[Dataset records]

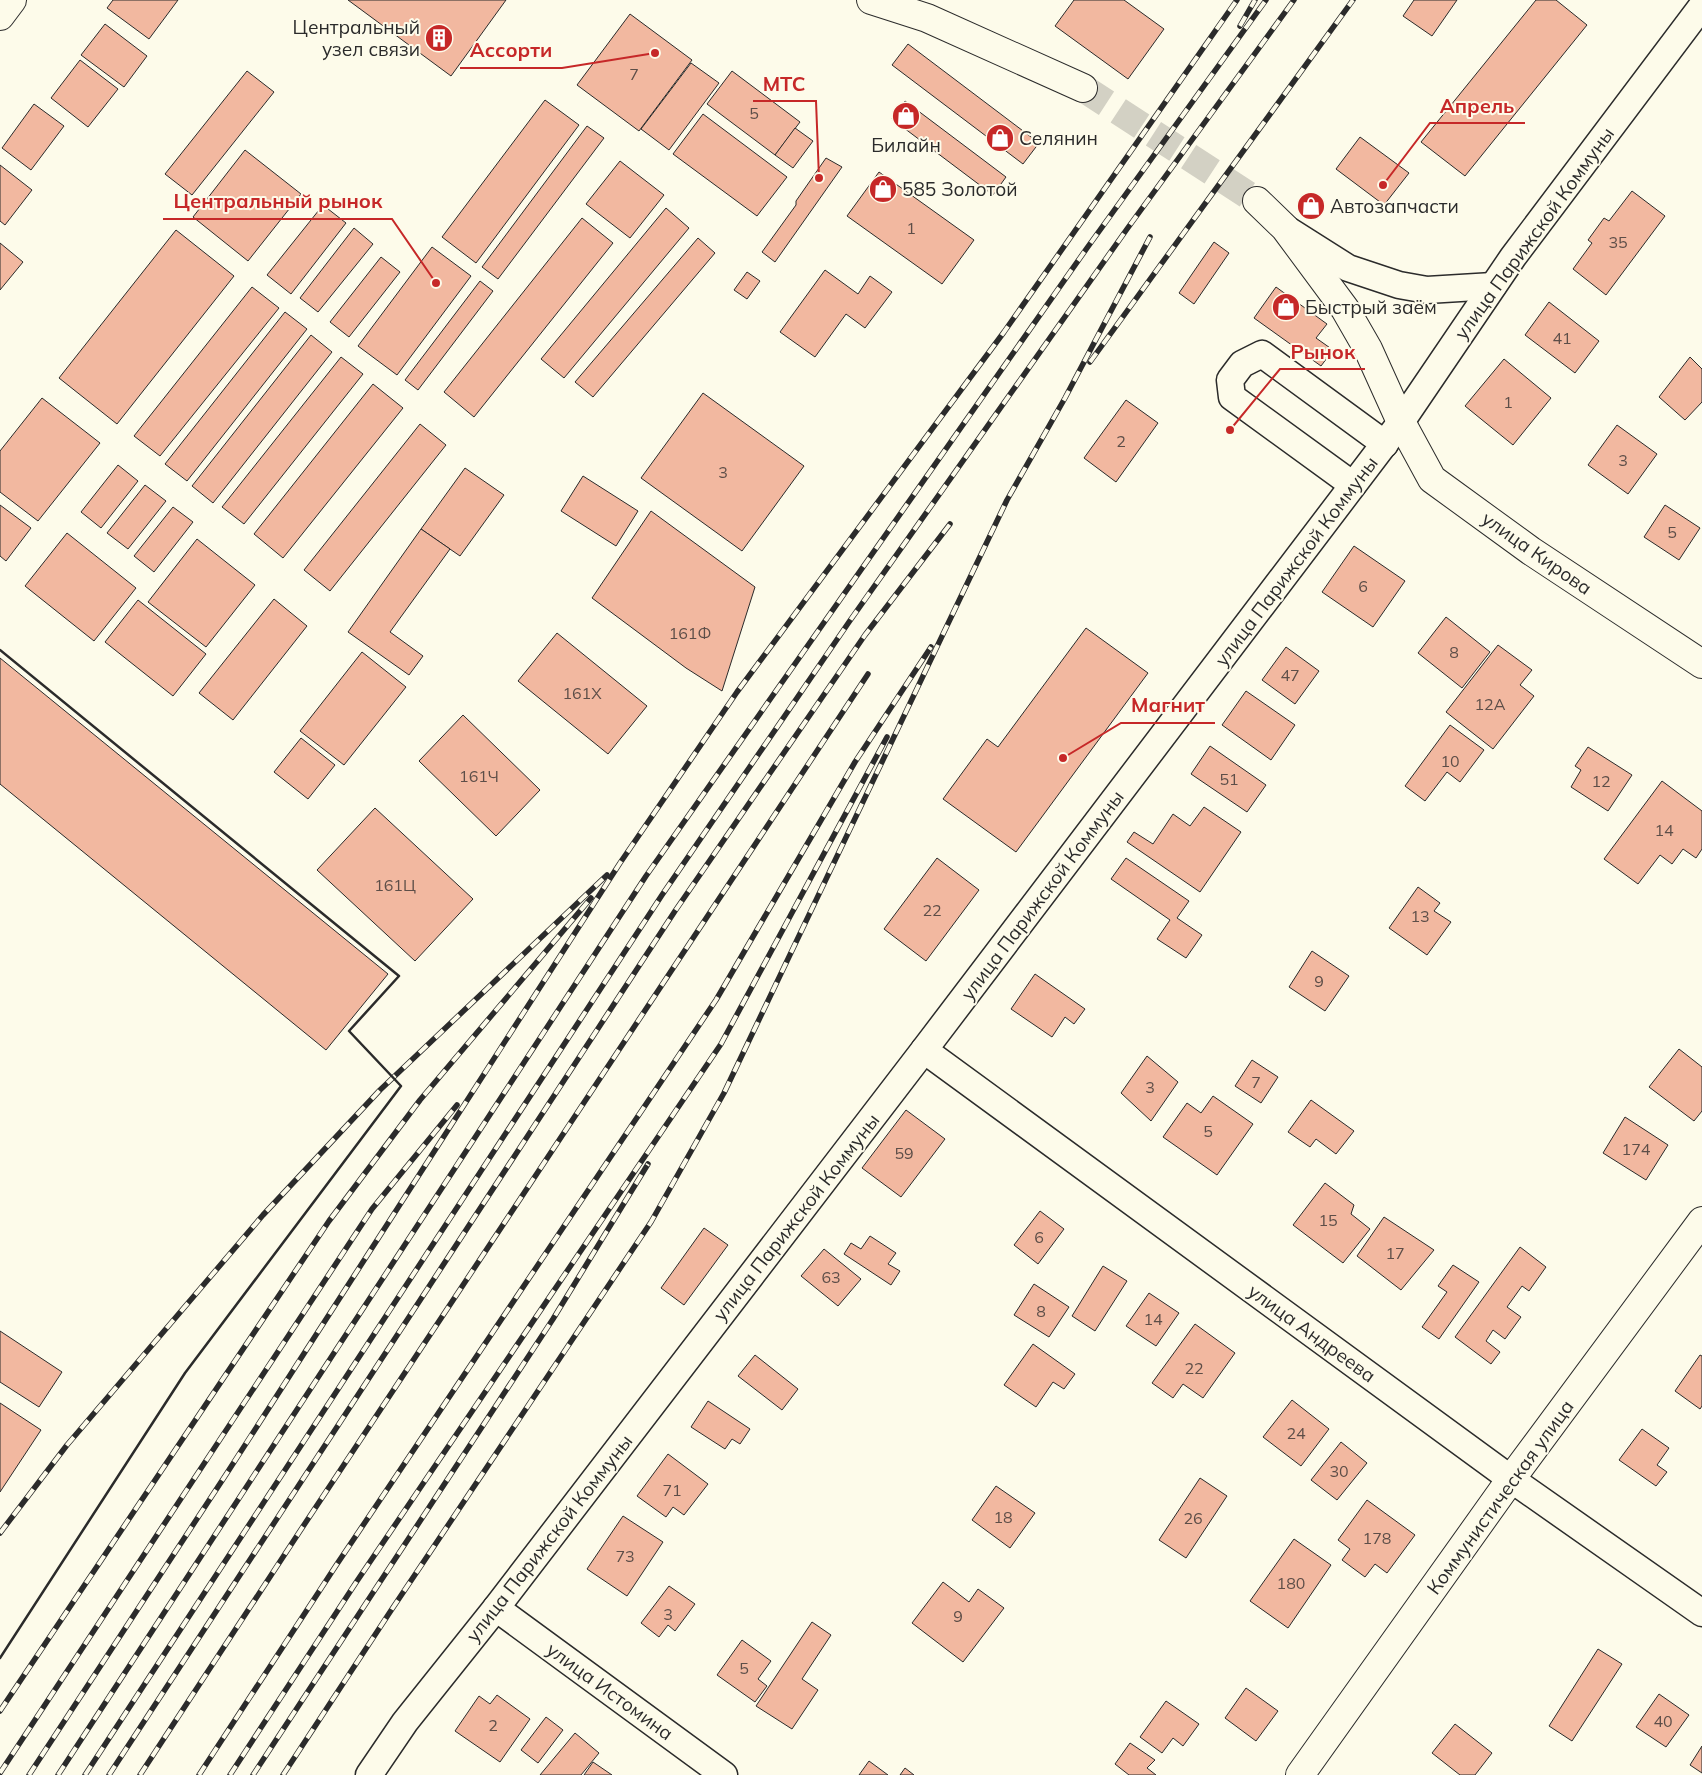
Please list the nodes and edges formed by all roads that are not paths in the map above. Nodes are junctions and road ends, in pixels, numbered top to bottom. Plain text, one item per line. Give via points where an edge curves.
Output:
1 (12, 0) edge
2 (871, 0) edge
3 (1702, 6) edge
4 (0, 16) edge
5 (1082, 88) tunnel mouth
6 (1257, 201) tunnel mouth
7 (1285, 228) junction
8 (1493, 286) junction
9 (1393, 433) junction
10 (1353, 485) junction
11 (1701, 661) edge
12 (924, 1050) junction
13 (1702, 1222) edge
14 (1511, 1479) junction
15 (496, 1608) junction
16 (1702, 1613) edge
17 (369, 1775) edge
18 (724, 1775) edge
19 (1300, 1775) edge

1 - 4 main road
2 - 5 main road via 927,18
3 - 8 street, улица Парижской Коммуны
6 - 7 main road, улица Кирова
7 - 8 street via 1348,268 1399,285 1427,290
7 - 9 main road, улица Кирова via 1345,309 1368,349
8 - 9 street, улица Парижской Коммуны
9 - 10 street, улица Парижской Коммуны
9 - 10 street via 1282,370 1262,354 1242,364 1230,380 1232,397
9 - 11 main road, улица Кирова via 1432,479 1531,551
10 - 12 street, улица Парижской Коммуны
12 - 14 street, улица Андреева
12 - 15 street, улица Парижской Коммуны
13 - 14 main road, Коммунистическая улица
14 - 16 street, улица Андреева
14 - 19 main road, Коммунистическая улица
15 - 17 street, улица Парижской Коммуны via 405,1722
15 - 18 street, улица Истомина

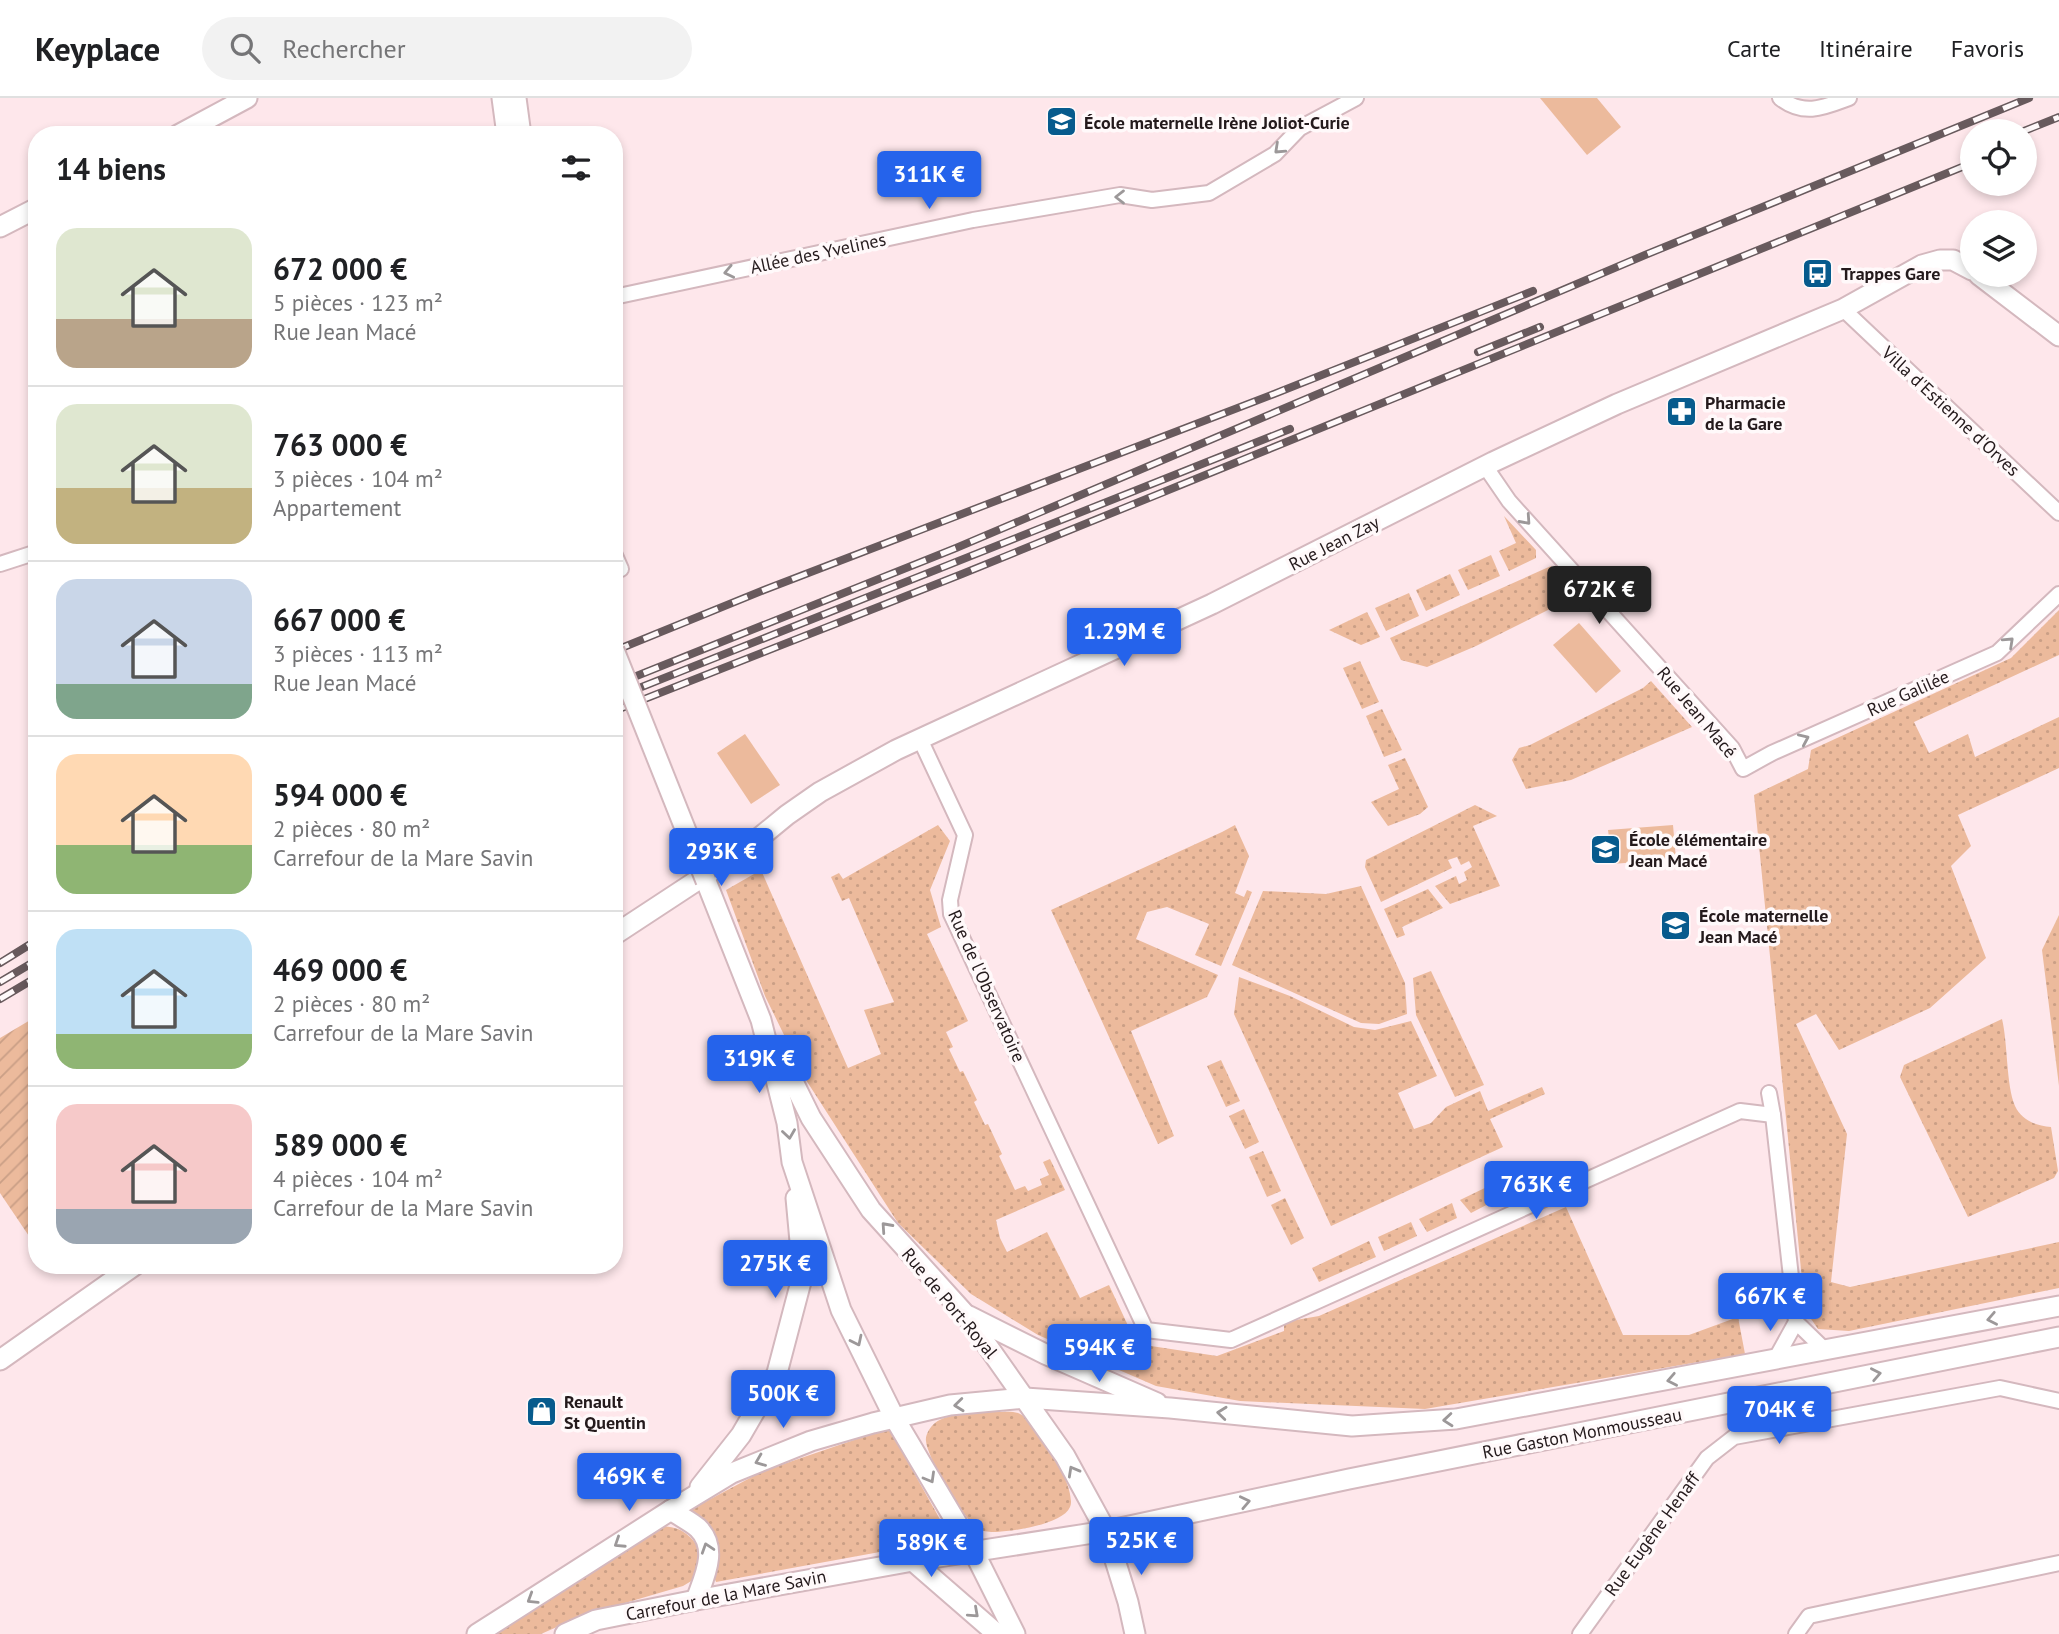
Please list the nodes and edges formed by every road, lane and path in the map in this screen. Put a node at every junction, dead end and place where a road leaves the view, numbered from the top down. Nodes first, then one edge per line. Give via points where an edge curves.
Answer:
1 (247, 98) edge
2 (502, 98) edge
3 (516, 98) edge
4 (1356, 98) edge
5 (1780, 98) edge
6 (1850, 98) edge
7 (195, 126) edge
8 (506, 126) edge
9 (520, 126) edge
10 (28, 213) edge
11 (0, 227) edge
12 (1960, 264) edge
13 (1994, 287) edge
14 (623, 295) edge
15 (1843, 309) junction
16 (2059, 337) edge
17 (1485, 466) junction
18 (2059, 513) edge
19 (28, 555) edge
20 (0, 564) edge
21 (2059, 594) edge
22 (623, 673) edge
23 (920, 739) junction
24 (1743, 769) joint
25 (623, 929) edge
26 (761, 1020) junction
27 (1769, 1093) dead end
28 (1773, 1115) junction
29 (792, 1162) junction
30 (122, 1274) edge
31 (2059, 1306) edge
32 (965, 1314) junction
33 (1796, 1322) junction
34 (2059, 1337) edge
35 (1826, 1351) junction
36 (0, 1360) edge
37 (1775, 1360) junction
38 (1025, 1398) junction
39 (2059, 1401) edge
40 (1170, 1408) junction
41 (895, 1419) junction
42 (693, 1497) junction
43 (671, 1510) junction
44 (1106, 1531) junction
45 (974, 1552) junction
46 (913, 1561) junction
47 (2059, 1563) edge
48 (696, 1600) junction
49 (477, 1634) edge
50 (565, 1634) edge
51 (997, 1634) edge
52 (1015, 1634) edge
53 (1135, 1634) edge
54 (1580, 1634) edge
55 (1796, 1634) edge

1 - 7 main road
2 - 8 main road
3 - 9 main road
4 -> 14 street, Allée des Yvelines via 1300,128 1275,154 1209,193 1152,200 1119,195 964,222
5 - 6 street via 1815,111
10 - 11 main road
12 - 15 main road, Rue Jean Zay via 1932,261
13 - 16 main road
15 - 17 main road, Rue Jean Zay
15 - 18 street, Villa d'Estienne d'Orves
17 - 23 main road, Rue Jean Zay via 1212,604
17 -> 24 street, Rue Jean Macé via 1509,501 1732,748
19 - 20 street
24 -> 21 street, Rue Galilée via 1997,653
22 - 26 main road, Rue de Port-Royal, bridge
23 - 25 main road, Rue Jean Zay via 820,792 748,847
23 - 28 street, Rue de l'Observatoire via 965,835 951,914 1146,1330 1231,1340 1740,1111
26 -> 29 main road, Rue de Port-Royal
32 -> 26 main road, Rue de Port-Royal via 871,1210 811,1118
27 - 28 street
28 - 33 street
29 -> 41 main road, Rue de Port-Royal via 841,1310
29 - 42 main road via 803,1274 776,1373 741,1435
30 - 36 main road
31 -> 35 main road, Rue Gaston Monmousseau
32 - 38 main road, Rue de Port-Royal
32 - 40 main road
33 - 35 street
33 - 37 street
44 -> 34 main road, Rue Gaston Monmousseau
35 - 37 main road, Rue Gaston Monmousseau
37 -> 40 main road, Rue Gaston Monmousseau via 1456,1419 1352,1426
38 - 40 main road
38 -> 41 main road via 950,1405
44 -> 38 main road, Rue de Port-Royal via 1065,1456
39 - 54 street, Rue Eugène Henaff via 2000,1388 1734,1437 1707,1458
41 -> 42 main road via 811,1441 732,1473
41 -> 45 main road, Rue de Port-Royal
42 - 43 main road
48 -> 43 main road via 710,1560 706,1543 699,1529
43 -> 49 main road
44 - 45 main road, Carrefour de la Mare Savin
44 - 53 main road, Rue de Port-Royal
45 - 46 main road, Carrefour de la Mare Savin
45 - 52 main road, Rue de Port-Royal
46 - 48 main road, Carrefour de la Mare Savin
46 -> 51 main road
47 - 55 street via 1809,1615
48 - 50 main road, Carrefour de la Mare Savin via 596,1620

[/Dataset records]

Activity: Lines that contain the word "Парижской": how many are there in the data? Give the number and nothing else.

Output: 6